> **Description of the task**: Using the listing below, give the number of lines where "Wilhelm" appears, and nothing else.

> **Records for this task**:
***

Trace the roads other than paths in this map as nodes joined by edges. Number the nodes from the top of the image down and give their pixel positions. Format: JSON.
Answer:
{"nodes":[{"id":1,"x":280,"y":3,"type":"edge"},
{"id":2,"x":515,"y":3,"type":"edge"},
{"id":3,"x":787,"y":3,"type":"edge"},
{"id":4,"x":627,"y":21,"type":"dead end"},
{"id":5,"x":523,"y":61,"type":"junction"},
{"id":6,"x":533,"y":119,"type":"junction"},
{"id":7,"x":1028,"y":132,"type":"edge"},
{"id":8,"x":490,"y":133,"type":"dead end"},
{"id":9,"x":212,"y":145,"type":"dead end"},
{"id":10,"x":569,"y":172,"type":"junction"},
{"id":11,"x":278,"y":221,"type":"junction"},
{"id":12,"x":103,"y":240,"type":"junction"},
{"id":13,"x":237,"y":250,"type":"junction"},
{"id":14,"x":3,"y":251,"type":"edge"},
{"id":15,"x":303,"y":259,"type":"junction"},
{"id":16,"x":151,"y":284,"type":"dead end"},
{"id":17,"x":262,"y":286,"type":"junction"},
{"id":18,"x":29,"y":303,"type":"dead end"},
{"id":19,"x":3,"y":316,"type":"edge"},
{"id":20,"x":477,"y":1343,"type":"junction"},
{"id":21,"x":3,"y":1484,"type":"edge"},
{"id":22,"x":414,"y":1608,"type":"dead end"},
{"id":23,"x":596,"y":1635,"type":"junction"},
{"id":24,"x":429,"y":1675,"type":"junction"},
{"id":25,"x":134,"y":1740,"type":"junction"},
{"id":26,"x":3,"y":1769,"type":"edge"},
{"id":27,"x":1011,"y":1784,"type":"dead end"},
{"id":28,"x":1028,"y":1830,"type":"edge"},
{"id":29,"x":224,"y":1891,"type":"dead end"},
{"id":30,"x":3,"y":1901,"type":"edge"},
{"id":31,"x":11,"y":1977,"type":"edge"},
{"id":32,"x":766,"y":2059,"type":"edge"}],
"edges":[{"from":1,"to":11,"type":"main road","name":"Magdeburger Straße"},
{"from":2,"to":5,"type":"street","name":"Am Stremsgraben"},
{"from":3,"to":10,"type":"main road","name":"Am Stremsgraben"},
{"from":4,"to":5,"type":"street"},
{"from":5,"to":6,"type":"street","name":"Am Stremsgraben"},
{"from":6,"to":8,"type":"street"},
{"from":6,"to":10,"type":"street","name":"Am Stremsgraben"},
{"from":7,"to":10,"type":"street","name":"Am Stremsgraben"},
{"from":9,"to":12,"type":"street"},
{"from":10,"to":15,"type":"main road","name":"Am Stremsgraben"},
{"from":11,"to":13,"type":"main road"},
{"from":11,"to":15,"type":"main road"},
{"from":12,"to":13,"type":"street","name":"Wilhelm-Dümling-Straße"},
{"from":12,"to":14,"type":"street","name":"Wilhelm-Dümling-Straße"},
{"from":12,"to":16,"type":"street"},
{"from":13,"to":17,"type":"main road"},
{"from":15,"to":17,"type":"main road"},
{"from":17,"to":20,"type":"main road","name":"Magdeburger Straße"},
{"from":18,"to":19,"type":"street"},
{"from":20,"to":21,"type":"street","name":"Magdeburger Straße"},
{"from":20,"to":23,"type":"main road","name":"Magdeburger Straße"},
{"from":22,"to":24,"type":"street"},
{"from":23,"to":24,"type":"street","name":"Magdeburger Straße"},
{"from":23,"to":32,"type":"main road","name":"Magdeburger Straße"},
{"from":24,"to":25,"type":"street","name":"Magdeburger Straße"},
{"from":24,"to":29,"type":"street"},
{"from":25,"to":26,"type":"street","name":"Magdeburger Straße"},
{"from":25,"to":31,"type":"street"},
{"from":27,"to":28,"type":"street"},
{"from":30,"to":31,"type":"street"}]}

***

> **Response to the task**: 2